§ Data records:

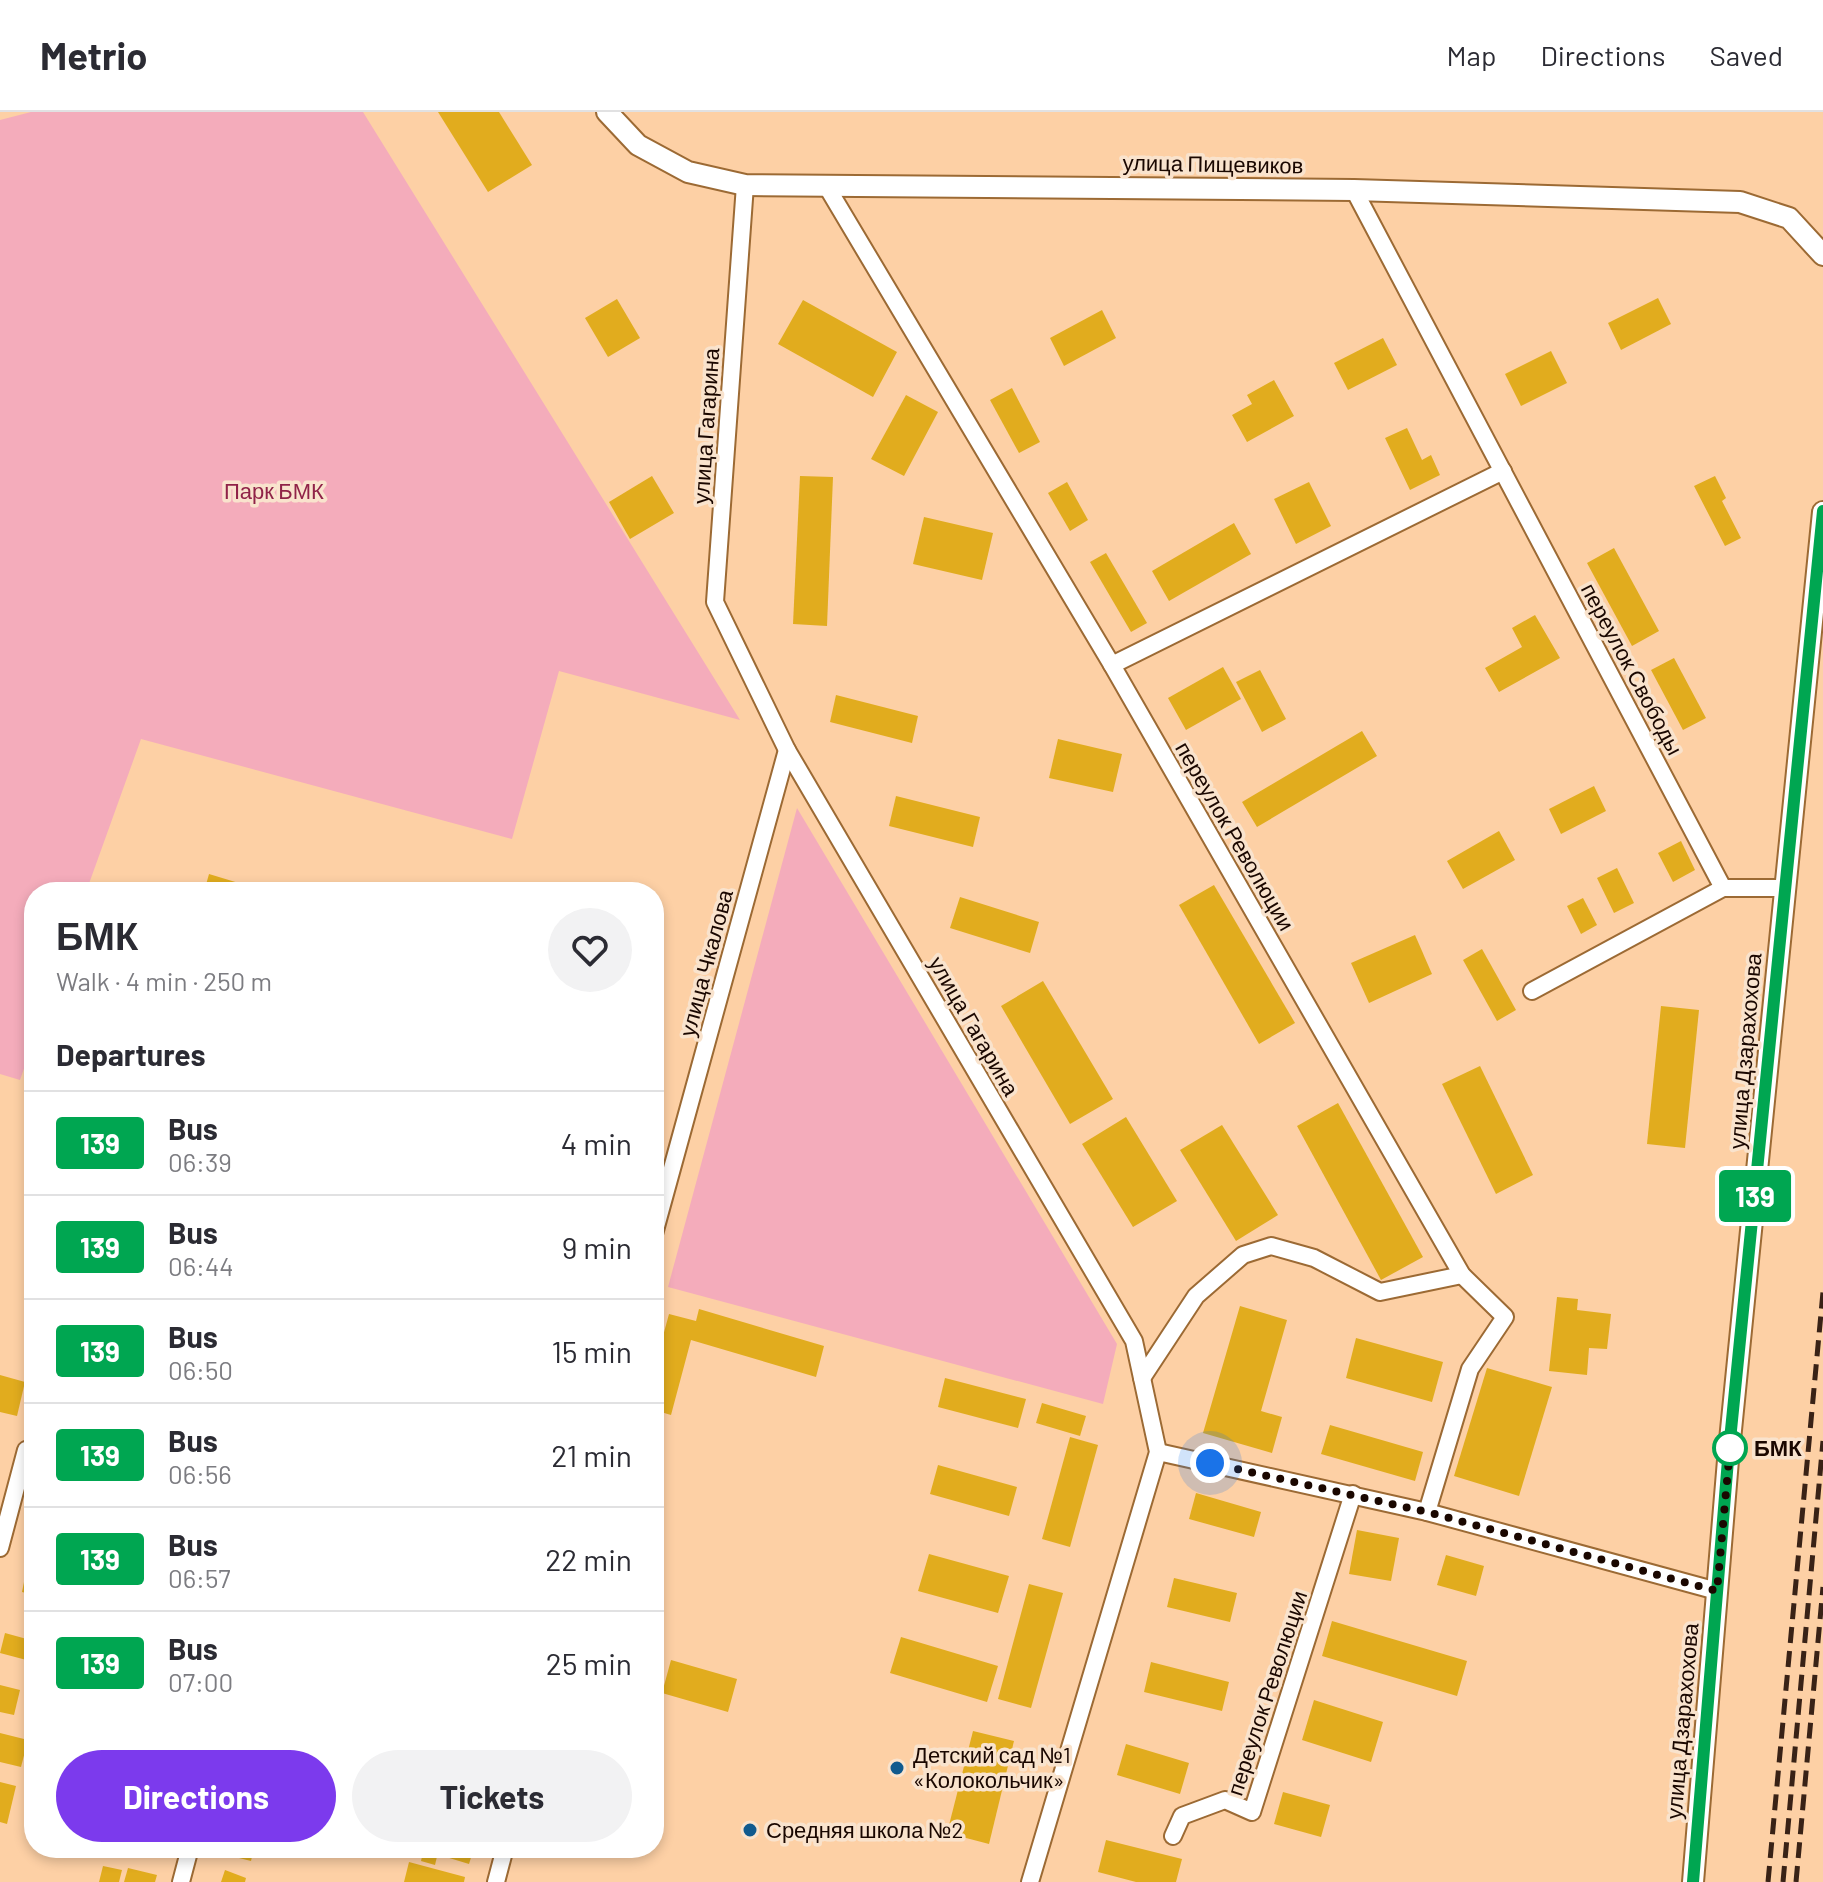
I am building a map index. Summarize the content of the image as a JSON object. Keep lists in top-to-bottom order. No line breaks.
---
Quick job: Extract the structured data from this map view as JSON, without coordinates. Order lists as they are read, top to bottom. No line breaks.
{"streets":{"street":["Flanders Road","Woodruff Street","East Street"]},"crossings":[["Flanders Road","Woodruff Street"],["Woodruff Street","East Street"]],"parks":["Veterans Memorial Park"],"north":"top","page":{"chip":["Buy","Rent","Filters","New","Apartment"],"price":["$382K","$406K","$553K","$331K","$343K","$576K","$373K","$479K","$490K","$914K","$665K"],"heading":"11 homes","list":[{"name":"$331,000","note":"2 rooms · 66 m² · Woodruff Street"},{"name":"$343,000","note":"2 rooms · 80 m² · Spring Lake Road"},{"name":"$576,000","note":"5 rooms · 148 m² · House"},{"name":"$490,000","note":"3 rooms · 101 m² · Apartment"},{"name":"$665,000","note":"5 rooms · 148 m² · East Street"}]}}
==
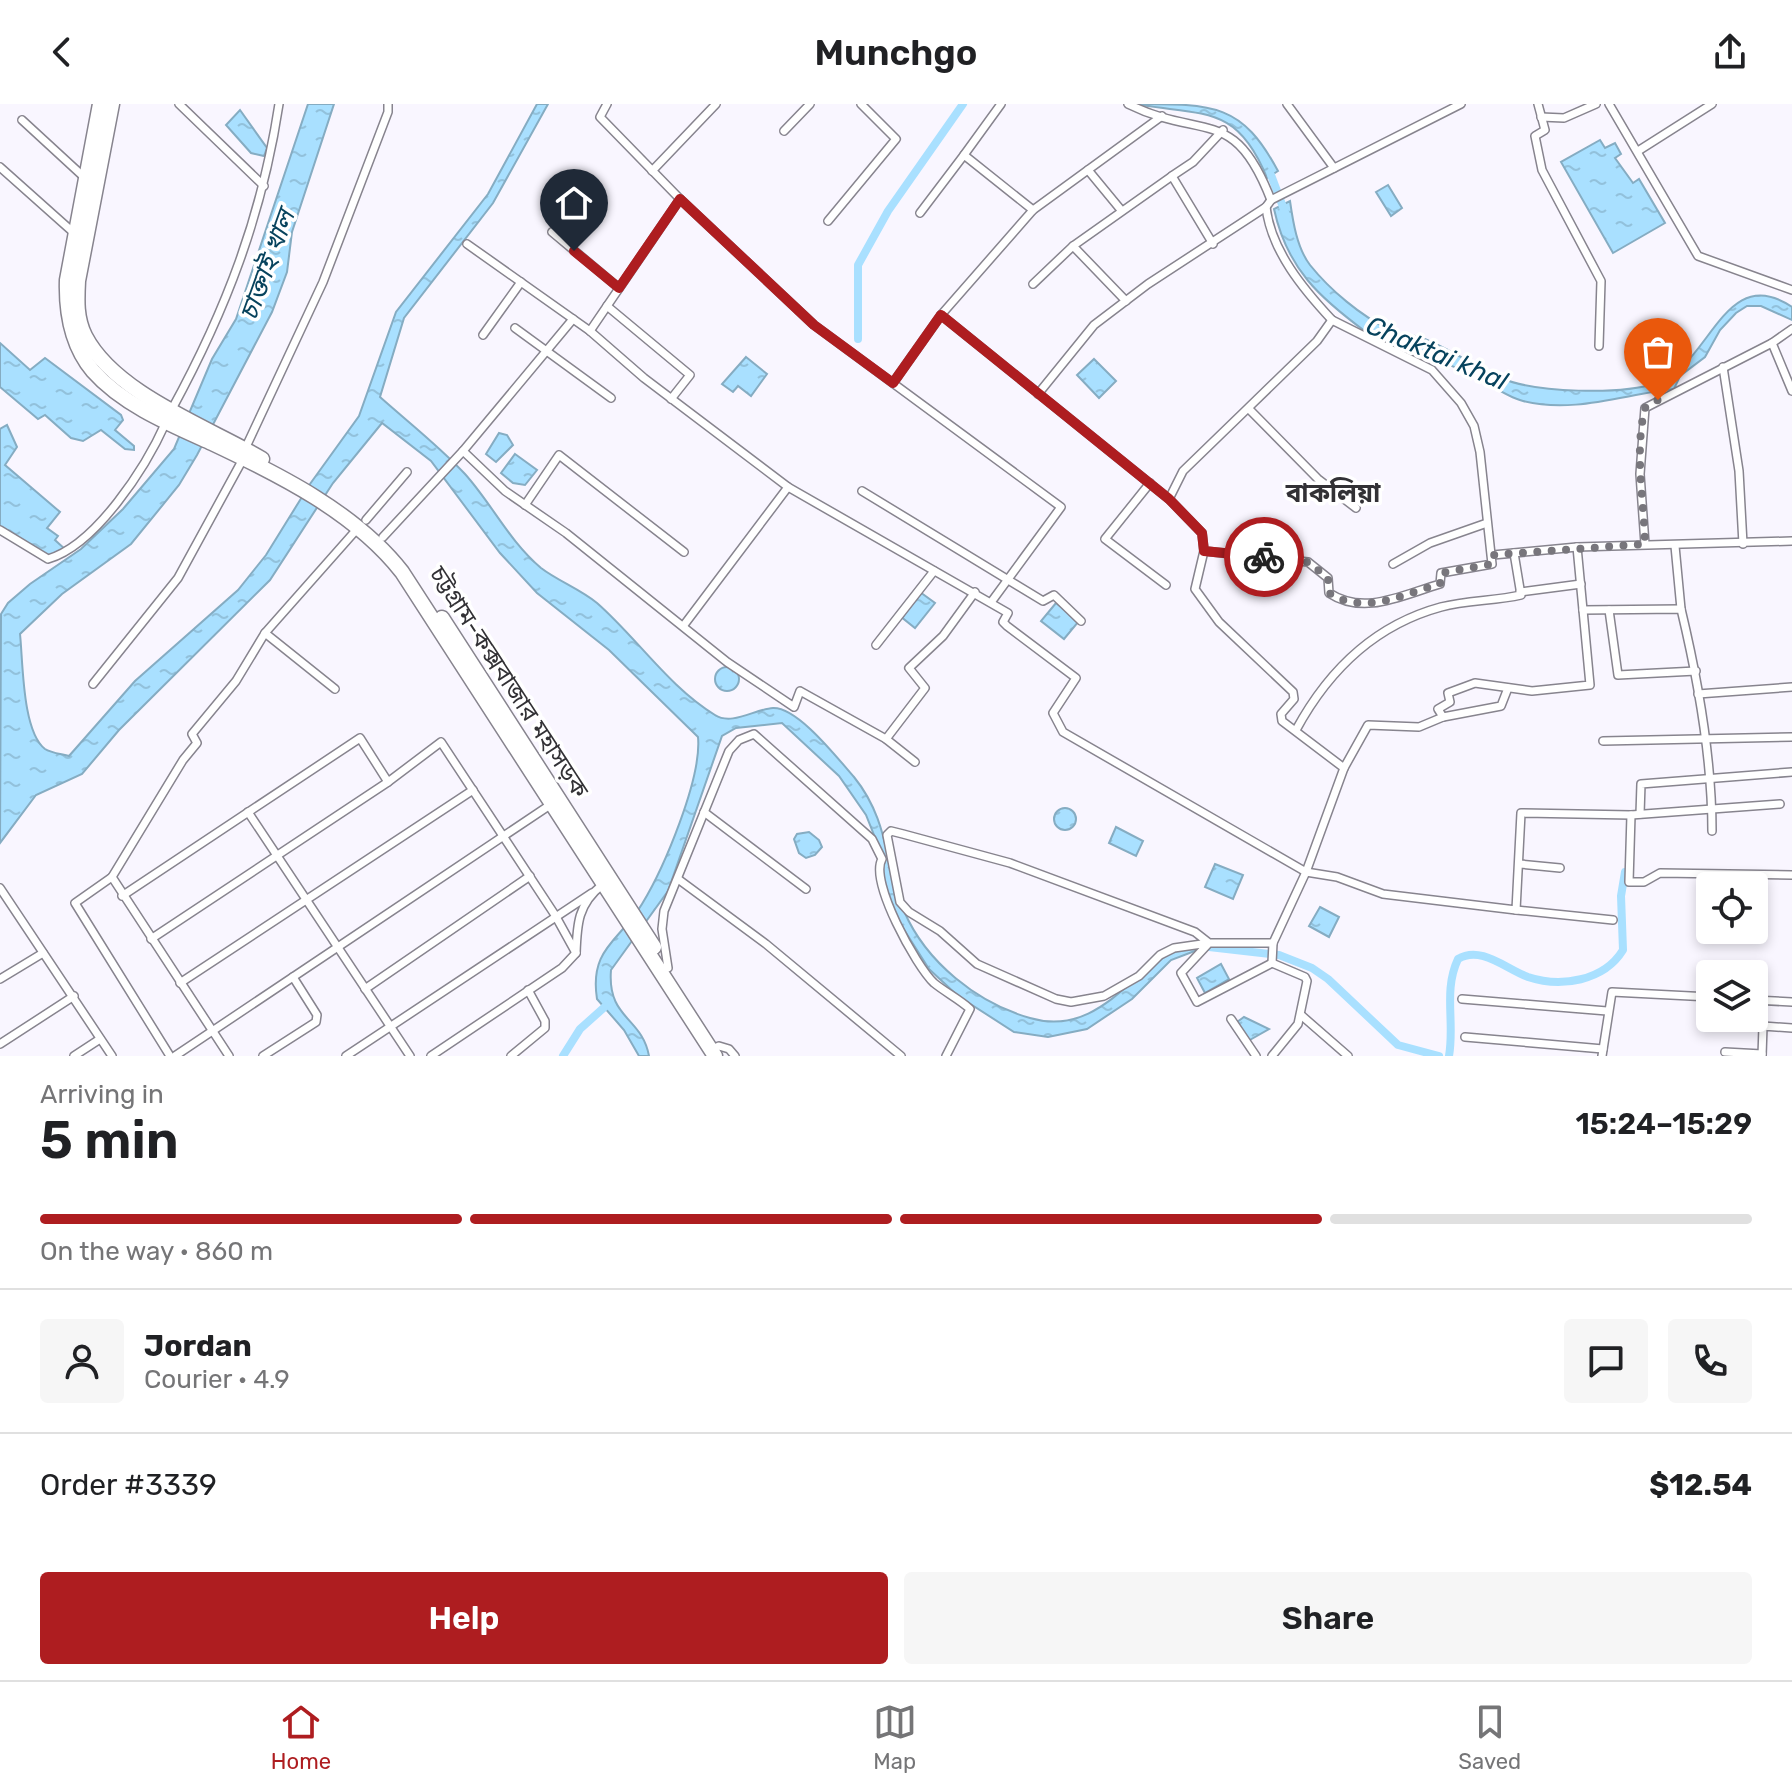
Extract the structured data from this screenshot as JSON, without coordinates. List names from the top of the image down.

§ Problem statement: When a line in the material above contains the word "image", copy that line out.

§ Written answer:
I am building a map index. Summarize the content of the image as a JSON object. Keep lists in top-to-bottom order. No line breaks.
Extract the structured data from this screenshot as JSON, without coordinates. List names from the top of the image down.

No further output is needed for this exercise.